The Conservancies of Laikipia
The most important thing happening in Kenyan safari right now is not happening in a national park. It is happening in Laikipia, a high plateau north of Mount Kenya that is not a park at all, but a patchwork of private ranches, community lands, and conservancies stitched together into one of the most quietly radical conservation experiments on the continent.
I came to Laikipia sceptical. I had read the glossy conservancy marketing and assumed it was a way to charge more money for the same game drive. I was wrong, and it took about a day to understand why. The land here is not managed as a fortress to keep wildlife in and people out. It is managed as a working landscape where cattle, wildlife, and communities share the same ground, and where the economics of conservation are made to actually add up for the people who live there.
Ol Pejeta Conservancy is the flagship, and it is where I spent most of my week. It is home to the last two northern white rhinos on earth - a mother and daughter, guarded around the clock, the final members of a subspecies that functional extinction has already claimed. Standing near them is one of the most sobering experiences available to a traveller anywhere. Ol Pejeta is also East Africa's largest black rhino sanctuary, and the contrast - a thriving, breeding black rhino population alongside the last flickering candle of the northern white - tells the whole story of modern conservation in a single fenced landscape.
What makes Laikipia work is the community conservancy model. The Northern Rangelands Trust, which supports a network of community-owned conservancies across northern Kenya, has demonstrated that when local communities own and profit from wildlife, they protect it. Poaching drops. Grazing is managed. The wildlife, given room and security, comes back. It is not charity. It is a functioning economy built around living animals rather than dead ones.
The wildlife viewing, almost incidentally, is superb. Because the conservancies control vehicle numbers strictly, you rarely see another car. I watched a leopard hunt at dusk with no other vehicle in sight, tracked wild dogs - one of Africa's most endangered predators - across open plains, and sat among elephants that moved through cattle country with complete ease. The African Wildlife Foundation has highlighted Laikipia as one of the last strongholds for both wild dogs and Grevy's zebra.
I spent one afternoon with a rancher whose family had run cattle here for three generations and who now ran wildlife and cattle side by side.

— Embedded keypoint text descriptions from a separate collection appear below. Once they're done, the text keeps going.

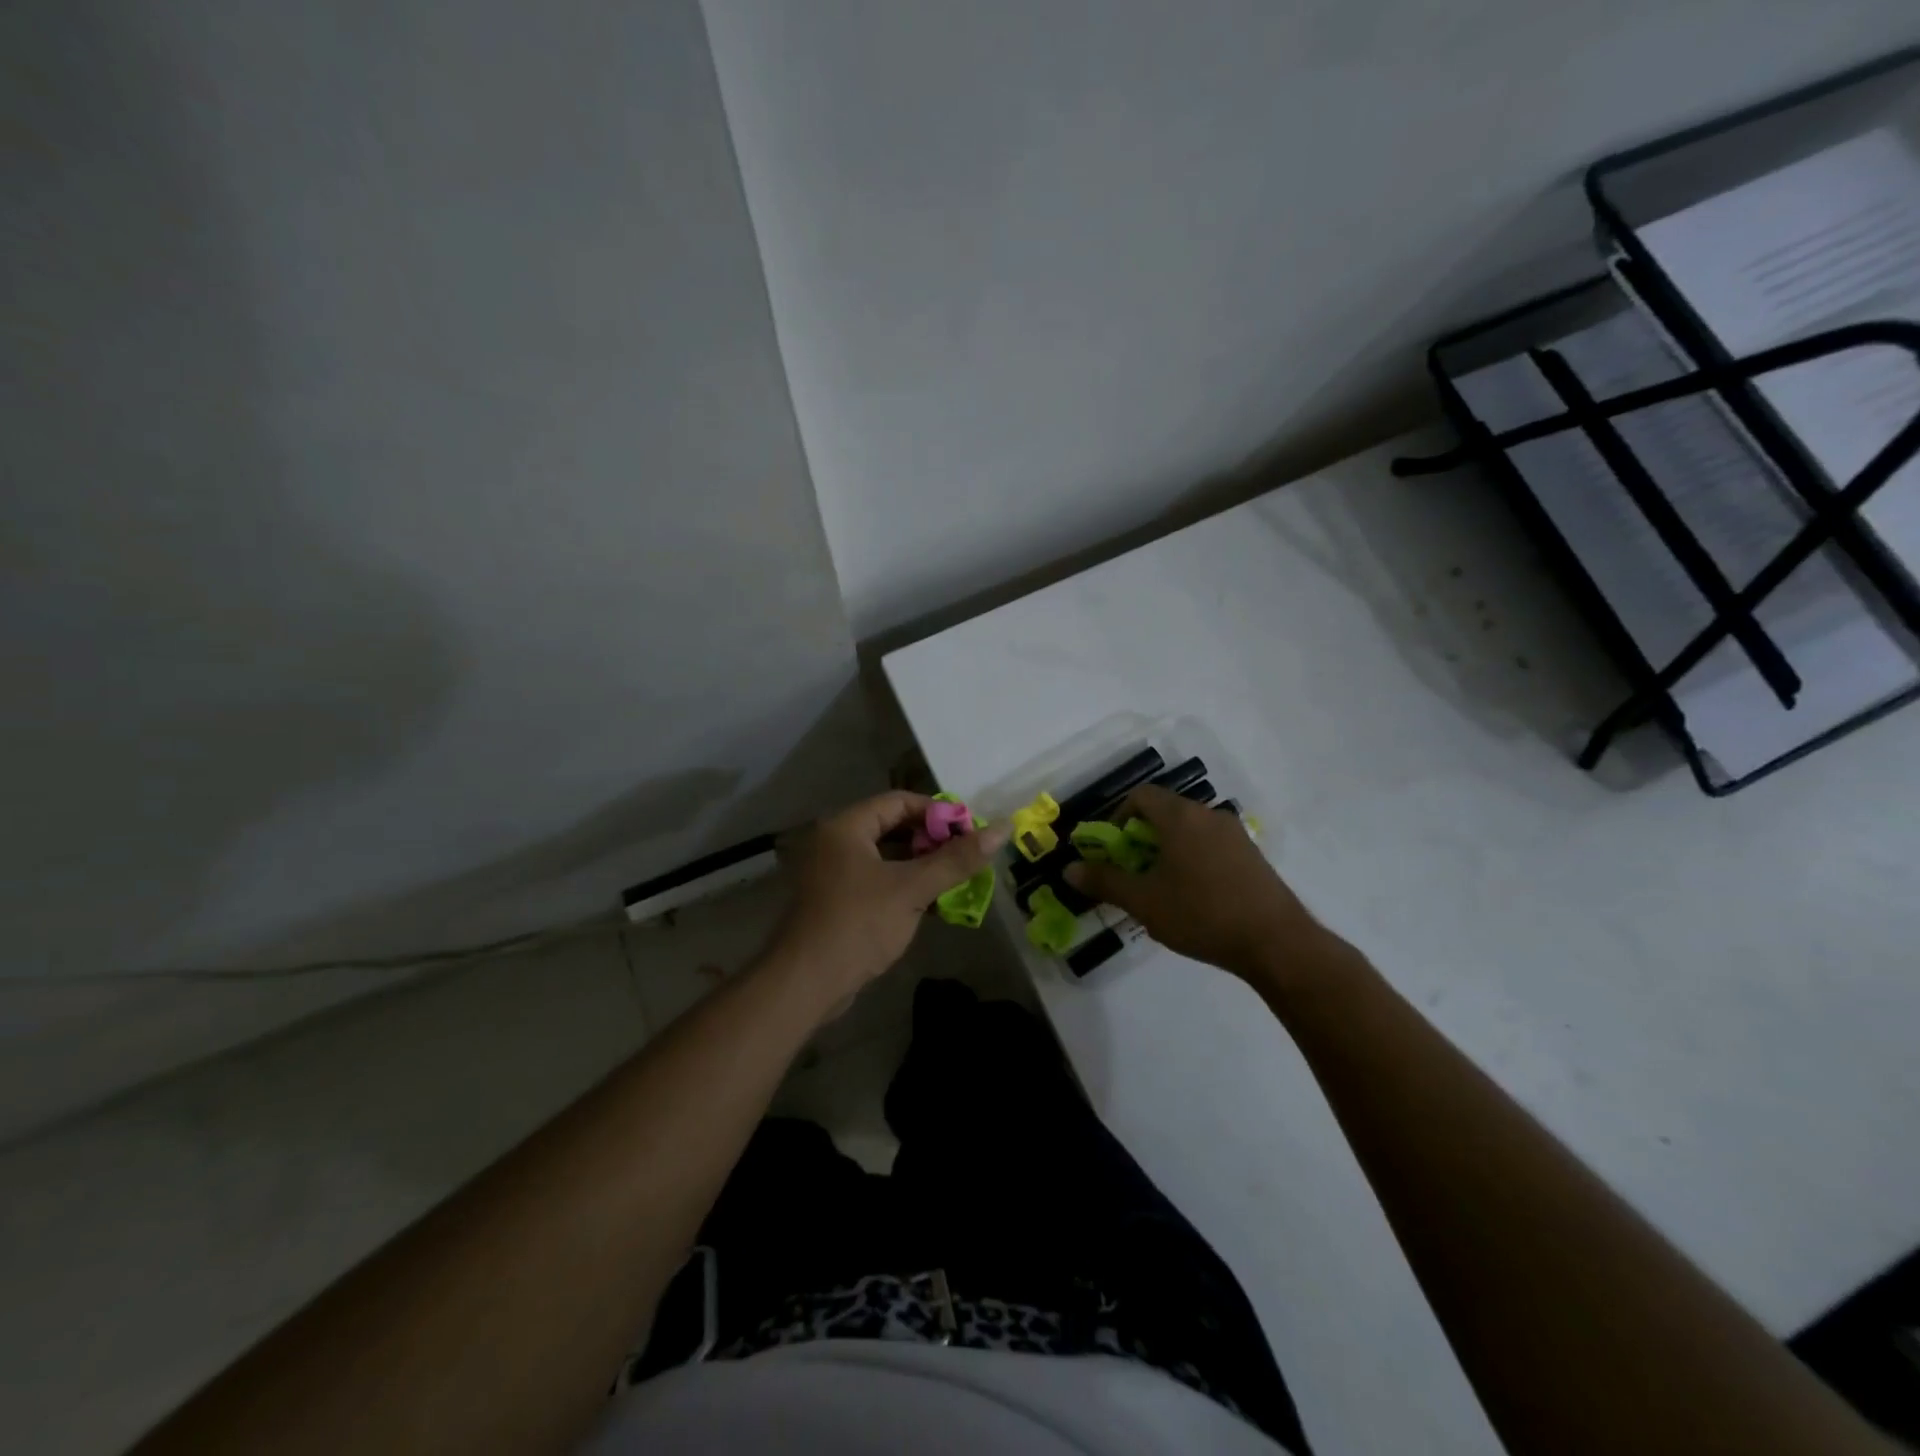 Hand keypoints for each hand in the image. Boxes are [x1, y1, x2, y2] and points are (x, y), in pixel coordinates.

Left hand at [768, 792, 1008, 1006]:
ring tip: (958, 880)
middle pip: (892, 828)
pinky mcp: (835, 901)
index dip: (937, 812)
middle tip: (968, 856)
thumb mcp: (912, 889)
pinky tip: (933, 904)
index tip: (970, 831)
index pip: (899, 802)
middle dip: (932, 841)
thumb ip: (956, 859)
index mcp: (846, 826)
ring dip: (921, 867)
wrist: (805, 984)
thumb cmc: (858, 924)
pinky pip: (876, 881)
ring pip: (886, 857)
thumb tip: (1001, 829)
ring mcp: (832, 873)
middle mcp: (834, 841)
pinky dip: (903, 887)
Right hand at [1063, 785, 1348, 989]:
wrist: (1276, 942)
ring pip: (1188, 829)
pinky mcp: (1251, 855)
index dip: (1117, 816)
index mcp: (1180, 817)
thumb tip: (1068, 870)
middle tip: (1131, 870)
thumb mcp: (1144, 902)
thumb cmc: (1202, 914)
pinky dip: (1192, 857)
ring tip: (1160, 886)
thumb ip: (1104, 881)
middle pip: (1165, 811)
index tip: (1111, 848)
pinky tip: (1193, 895)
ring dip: (1166, 848)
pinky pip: (1210, 844)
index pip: (1140, 796)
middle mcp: (1208, 815)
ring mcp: (1234, 833)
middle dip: (1140, 836) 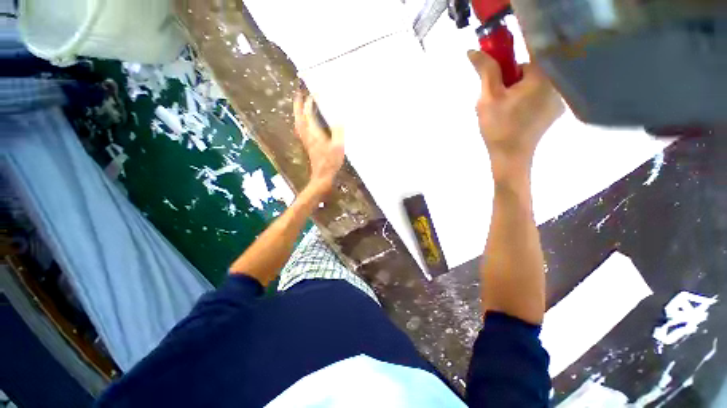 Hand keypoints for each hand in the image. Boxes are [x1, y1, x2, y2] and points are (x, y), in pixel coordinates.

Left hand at [294, 92, 344, 194]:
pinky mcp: (308, 145)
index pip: (308, 113)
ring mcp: (306, 140)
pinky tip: (305, 121)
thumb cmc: (330, 162)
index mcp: (313, 132)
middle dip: (298, 103)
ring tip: (301, 104)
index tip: (314, 92)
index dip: (310, 101)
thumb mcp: (338, 146)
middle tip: (299, 92)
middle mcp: (307, 134)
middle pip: (298, 116)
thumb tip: (340, 118)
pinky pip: (301, 128)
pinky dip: (301, 120)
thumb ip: (338, 131)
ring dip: (298, 111)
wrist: (322, 176)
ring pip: (298, 122)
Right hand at [468, 50, 563, 180]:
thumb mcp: (488, 98)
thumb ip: (485, 71)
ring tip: (505, 108)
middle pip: (531, 68)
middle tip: (497, 98)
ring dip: (517, 89)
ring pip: (533, 82)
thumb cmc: (498, 128)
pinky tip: (515, 113)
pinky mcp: (555, 109)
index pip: (526, 53)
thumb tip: (473, 51)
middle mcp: (558, 83)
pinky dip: (525, 98)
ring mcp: (559, 98)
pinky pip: (539, 93)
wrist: (510, 157)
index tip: (495, 75)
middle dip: (511, 79)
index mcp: (544, 76)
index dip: (508, 62) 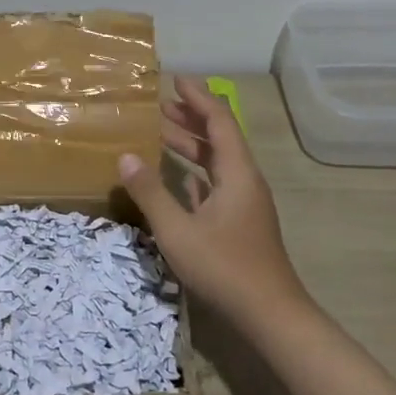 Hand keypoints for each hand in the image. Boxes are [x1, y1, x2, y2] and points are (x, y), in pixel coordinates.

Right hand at [117, 76, 309, 327]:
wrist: (270, 315)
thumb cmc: (225, 267)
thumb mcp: (177, 230)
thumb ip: (151, 192)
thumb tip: (125, 156)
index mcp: (236, 173)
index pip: (219, 121)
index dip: (198, 97)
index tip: (176, 79)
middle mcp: (244, 180)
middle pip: (219, 137)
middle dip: (191, 117)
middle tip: (160, 104)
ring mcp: (244, 203)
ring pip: (217, 162)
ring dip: (191, 144)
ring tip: (160, 132)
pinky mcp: (240, 222)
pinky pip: (217, 184)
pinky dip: (197, 172)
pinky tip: (178, 176) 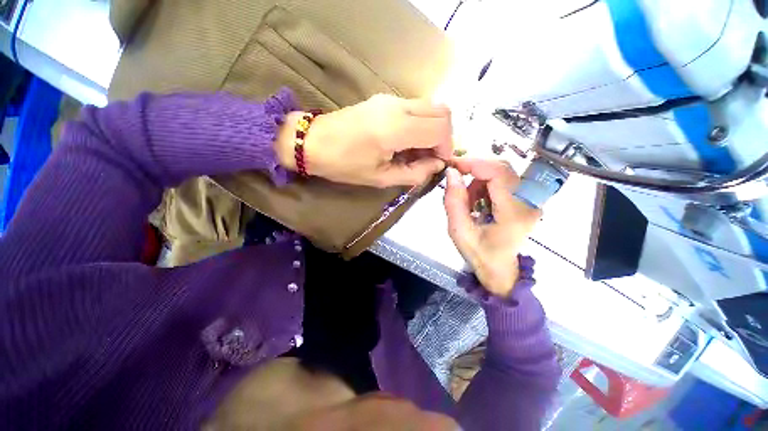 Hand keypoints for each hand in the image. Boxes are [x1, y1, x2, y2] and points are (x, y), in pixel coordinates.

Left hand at [276, 94, 452, 187]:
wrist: (313, 141)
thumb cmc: (344, 165)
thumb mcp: (381, 178)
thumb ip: (414, 173)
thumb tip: (437, 165)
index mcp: (395, 128)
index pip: (440, 128)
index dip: (446, 147)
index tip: (437, 163)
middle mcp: (398, 107)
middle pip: (443, 111)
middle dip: (444, 136)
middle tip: (431, 157)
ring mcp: (391, 99)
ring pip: (431, 106)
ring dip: (433, 129)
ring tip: (419, 151)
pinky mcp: (385, 99)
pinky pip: (416, 107)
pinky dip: (422, 124)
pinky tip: (408, 141)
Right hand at [444, 159, 540, 296]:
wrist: (499, 269)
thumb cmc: (479, 254)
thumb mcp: (459, 231)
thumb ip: (454, 201)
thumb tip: (452, 172)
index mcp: (514, 213)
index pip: (499, 174)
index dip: (475, 163)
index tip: (454, 164)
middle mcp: (528, 203)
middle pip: (503, 169)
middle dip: (475, 168)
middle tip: (456, 175)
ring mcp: (529, 201)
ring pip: (502, 172)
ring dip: (479, 179)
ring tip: (467, 200)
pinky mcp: (525, 200)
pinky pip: (503, 181)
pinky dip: (485, 185)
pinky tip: (477, 200) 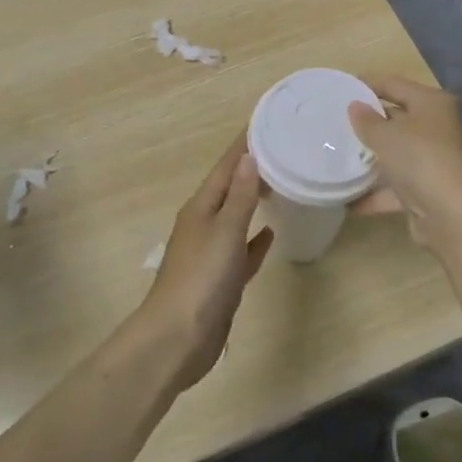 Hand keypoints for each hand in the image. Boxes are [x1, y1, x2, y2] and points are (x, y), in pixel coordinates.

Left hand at [140, 134, 273, 391]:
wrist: (177, 339)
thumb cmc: (201, 279)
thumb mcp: (224, 231)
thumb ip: (240, 196)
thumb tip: (248, 157)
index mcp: (201, 207)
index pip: (225, 167)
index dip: (243, 145)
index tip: (266, 122)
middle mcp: (204, 224)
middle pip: (231, 189)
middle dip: (252, 170)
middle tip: (284, 151)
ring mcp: (212, 253)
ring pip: (237, 218)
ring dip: (255, 201)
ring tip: (282, 184)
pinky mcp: (222, 279)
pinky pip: (242, 250)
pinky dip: (255, 239)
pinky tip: (271, 233)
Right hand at [347, 75, 461, 246]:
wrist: (453, 215)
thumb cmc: (420, 159)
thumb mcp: (386, 135)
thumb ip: (367, 121)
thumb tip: (355, 106)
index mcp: (432, 103)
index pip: (395, 84)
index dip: (368, 84)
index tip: (340, 88)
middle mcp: (437, 128)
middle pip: (397, 119)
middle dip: (368, 122)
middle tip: (335, 122)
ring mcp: (434, 161)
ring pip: (397, 153)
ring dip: (370, 158)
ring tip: (337, 156)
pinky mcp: (428, 191)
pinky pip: (396, 187)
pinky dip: (375, 193)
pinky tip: (348, 199) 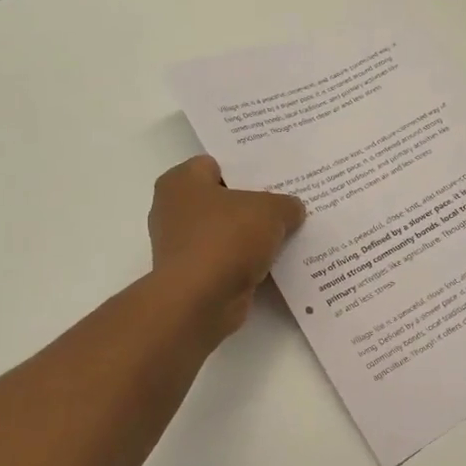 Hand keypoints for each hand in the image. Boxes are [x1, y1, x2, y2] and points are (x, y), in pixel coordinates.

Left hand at [149, 156, 306, 339]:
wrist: (200, 301)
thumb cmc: (226, 239)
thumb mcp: (270, 210)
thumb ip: (285, 204)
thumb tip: (292, 210)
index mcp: (181, 182)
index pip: (216, 164)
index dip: (246, 168)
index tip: (275, 176)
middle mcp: (173, 210)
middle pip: (222, 200)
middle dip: (252, 204)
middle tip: (287, 204)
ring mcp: (181, 246)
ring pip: (225, 232)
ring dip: (250, 237)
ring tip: (287, 234)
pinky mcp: (192, 276)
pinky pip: (226, 261)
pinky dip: (245, 263)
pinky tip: (274, 263)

He explained how planned grazing - moving cattle in tight herds the way wild grazers move - had regenerated grassland that decades of conventional ranching had degraded. The cattle were better for the wildlife. The wildlife was better for the cattle. It sounded like something out of a textbook, except it was happening in front of me.
Laikipia is not the Kenya of the postcards. There are no wildebeest crossings, no flamingo-pink lakes. What it offers instead is a glimpse of the future - a model of how humans and wild animals might actually share a planet. Come here after the big parks, when you are ready to think as well as look. It is the most hopeful place I have been in Kenya.